In some ways, the article documents just how perniciously the trope of “minority status” and its associative moral landscape has spread to every single discussion of how communities are constituted. To talk of single people as an underrepresented minority in academia, as Alice Bach of Case Western Reserve University does in the article, makes no sense. Underrepresented in the sense that academia sociologically is not a perfect mirror of American society as a whole? Well, yes, of course. But Bach seems, like some of her aggreived single compatriots, to be saying that this lack of mimetic resemblance places a moral burden on the faculty of each particular academic institution to fix the problem, that the mere fact of a difference constitutes a moral failure. By that standard, every academic institution needs to designate a proper proportion of faculty to be paid below the poverty line, to be left-handed, to suffer the proper proportion of death and injury at the proper ages, to be polyamorous, to be Goths, to be Mennonites, to be hired with only a high school diploma and so on. If someone can demonstrate that at the time of training or hiring, single faculty are specifically identified and discriminated against and therefore that their underrepresentation is the consequence of discriminatory behavior, then that person has a legitimate point.

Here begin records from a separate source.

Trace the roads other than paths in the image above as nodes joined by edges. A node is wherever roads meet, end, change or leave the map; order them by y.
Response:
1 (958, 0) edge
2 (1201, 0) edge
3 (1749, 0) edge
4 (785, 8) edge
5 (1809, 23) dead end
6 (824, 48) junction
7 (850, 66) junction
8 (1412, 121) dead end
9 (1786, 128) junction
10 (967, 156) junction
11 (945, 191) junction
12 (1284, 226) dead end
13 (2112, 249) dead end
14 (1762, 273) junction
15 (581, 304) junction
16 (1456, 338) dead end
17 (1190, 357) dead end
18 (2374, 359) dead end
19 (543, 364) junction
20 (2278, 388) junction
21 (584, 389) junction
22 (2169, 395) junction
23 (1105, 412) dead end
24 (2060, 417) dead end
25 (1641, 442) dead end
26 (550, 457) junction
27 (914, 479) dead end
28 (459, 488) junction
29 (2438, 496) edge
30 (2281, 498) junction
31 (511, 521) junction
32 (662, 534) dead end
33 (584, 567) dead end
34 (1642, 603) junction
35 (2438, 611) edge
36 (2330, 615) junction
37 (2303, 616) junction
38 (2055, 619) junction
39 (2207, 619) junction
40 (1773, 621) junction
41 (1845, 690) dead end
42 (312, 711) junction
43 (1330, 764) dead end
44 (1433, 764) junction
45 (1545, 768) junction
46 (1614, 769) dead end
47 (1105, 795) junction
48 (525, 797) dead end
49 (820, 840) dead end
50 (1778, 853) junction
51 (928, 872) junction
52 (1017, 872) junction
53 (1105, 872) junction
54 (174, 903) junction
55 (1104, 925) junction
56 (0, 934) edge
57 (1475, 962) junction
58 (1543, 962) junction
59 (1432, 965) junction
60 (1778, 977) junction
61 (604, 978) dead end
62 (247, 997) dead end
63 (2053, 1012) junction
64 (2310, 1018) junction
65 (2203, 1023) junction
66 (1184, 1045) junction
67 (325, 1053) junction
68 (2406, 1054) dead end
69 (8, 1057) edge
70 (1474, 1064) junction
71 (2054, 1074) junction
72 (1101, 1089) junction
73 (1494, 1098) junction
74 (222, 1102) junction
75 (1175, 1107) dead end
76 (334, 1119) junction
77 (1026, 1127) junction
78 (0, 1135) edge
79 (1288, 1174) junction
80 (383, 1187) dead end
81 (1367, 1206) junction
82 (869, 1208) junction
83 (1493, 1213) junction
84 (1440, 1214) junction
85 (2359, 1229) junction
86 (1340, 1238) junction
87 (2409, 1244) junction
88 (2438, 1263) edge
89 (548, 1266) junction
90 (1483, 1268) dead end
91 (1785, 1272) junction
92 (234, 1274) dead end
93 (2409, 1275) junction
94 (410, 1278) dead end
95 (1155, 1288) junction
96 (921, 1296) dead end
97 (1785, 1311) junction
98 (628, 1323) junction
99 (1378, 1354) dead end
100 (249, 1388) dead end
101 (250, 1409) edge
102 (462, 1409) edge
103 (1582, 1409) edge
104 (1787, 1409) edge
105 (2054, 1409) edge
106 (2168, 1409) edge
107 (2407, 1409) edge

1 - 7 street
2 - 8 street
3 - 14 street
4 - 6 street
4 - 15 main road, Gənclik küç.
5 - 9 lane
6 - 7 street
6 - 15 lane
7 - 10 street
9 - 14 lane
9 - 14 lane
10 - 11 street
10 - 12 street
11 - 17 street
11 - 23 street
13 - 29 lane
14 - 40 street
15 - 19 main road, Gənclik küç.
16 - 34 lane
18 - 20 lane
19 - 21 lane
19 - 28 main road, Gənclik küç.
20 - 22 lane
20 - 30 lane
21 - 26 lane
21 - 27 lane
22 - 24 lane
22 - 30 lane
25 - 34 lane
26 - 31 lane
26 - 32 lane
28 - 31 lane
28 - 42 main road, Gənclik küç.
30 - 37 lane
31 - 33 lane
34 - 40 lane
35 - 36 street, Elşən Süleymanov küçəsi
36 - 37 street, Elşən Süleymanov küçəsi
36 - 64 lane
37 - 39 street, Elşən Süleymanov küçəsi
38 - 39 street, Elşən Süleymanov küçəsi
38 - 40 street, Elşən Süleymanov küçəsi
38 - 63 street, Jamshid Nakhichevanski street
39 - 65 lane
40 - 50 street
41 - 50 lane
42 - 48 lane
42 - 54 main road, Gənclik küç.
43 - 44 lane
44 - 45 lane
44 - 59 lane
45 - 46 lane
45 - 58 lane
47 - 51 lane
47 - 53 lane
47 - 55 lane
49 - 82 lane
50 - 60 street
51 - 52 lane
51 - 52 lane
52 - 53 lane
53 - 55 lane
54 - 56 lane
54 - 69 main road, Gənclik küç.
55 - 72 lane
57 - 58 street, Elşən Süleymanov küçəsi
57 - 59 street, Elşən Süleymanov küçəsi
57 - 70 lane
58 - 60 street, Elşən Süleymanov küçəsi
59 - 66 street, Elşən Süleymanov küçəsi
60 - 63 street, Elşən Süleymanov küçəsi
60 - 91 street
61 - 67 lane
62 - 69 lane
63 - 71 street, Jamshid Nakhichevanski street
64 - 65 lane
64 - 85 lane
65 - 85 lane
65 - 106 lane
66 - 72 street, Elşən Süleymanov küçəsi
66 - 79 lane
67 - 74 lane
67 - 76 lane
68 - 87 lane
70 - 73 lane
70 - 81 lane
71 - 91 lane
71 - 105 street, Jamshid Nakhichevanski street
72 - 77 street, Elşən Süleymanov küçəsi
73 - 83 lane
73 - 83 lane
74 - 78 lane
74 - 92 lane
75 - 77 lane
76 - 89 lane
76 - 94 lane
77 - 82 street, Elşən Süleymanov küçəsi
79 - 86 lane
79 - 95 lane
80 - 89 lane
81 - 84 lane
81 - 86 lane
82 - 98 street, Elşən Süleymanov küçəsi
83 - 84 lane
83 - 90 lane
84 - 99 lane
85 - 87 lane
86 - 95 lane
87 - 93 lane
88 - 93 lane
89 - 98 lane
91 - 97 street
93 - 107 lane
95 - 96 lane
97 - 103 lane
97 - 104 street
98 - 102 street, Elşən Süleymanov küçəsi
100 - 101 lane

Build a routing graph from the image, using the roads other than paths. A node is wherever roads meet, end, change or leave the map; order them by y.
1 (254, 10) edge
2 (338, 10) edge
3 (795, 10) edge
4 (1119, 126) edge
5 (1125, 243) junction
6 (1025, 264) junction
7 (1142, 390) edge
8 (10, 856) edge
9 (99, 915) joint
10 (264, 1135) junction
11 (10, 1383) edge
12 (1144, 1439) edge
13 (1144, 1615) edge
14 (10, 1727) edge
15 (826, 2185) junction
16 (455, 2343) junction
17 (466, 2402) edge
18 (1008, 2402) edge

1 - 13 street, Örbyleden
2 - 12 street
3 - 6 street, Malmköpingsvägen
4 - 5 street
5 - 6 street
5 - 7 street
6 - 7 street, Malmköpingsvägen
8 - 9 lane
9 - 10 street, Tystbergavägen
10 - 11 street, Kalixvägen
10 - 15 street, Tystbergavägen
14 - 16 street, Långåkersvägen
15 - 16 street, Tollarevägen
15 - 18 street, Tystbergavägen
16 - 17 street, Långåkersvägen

Otherwise, in the absence of that evidence (and I think such evidence will never be forthcoming), the aggrieved singles in the article are talking about the culture of academia, which simply is, in the same way that academia is intensely bourgeois. To argue that academia ought not to be bourgeois or dominated by married folk is something that one can legitimately do—but not from a social justice standpoint, only from an argument about aesthetics and cultural preference, or from the standpoint that bourgeois society per se or marriage per se are corrupted social institutions that we collectively need to destroy or reject. That’s fine, go ahead and make that argument if you like. Laura Kipnis has. Don’t cloak it in complaints about underrepresentation or stigma or minority status. Those ideological or cultural claims are not arguments about discrimination and egalitarianism—they’re a different kind of argument.

It gets especially silly when one of the complaints of single academics described in the article is that they’re not married—that the solitary nature of academic work is too stifling when you’re not with a partner or children, or that household tasks are more time-consuming because there’s no one to divide the labor with. At that point my head is spinning: so single faculty are discriminated against, but one of the remedies for discrimination would be to get a partner and kids? That it is an injustice that they’re not married and with kids? The comparable benefit to health insurance for families or maternity leave would be what, a colleage subsidy of a cleaning service or landscaping business for single faculty to simulate having a partner who can do household chores? How about we give single women a subsidy for a male-run cleaning service that only does 25% of the chores after promising to do 50%, and also subsidize a service that will come in the houses of single faculty and throw toys all over the floor and triple the laundry load on a regular basis.

The person who really drove me nuts in the article was Benita Blessing, a historian at the University of Ohio. Colleagues who have children or spouses, she says, are free to leave boring faculty meetings while she can’t just say that she wants to go home and watch reruns of “Buffy, the Vampire Slayer”. I really, really do try to see things the way other people see them, but this particular statement stopped me in my tracks. There are a million genuine and feigned ways that she could slip out of meetings if she likes: I feel no guilt for her lack of creativity. Then she complains that her department doesn’t have parties for people getting tenure or promotions, only bridal and baby showers. Could it just be that this is her department? The whole article is so shot through with freakish anecdotal reasoning from alleged academics whom one would think should know better. Somebody throw Benita Blessing a party already, though I’m guessing that she’s going to complain even if they do. Envy combined with a discourse of entitlement rarely respects restraints.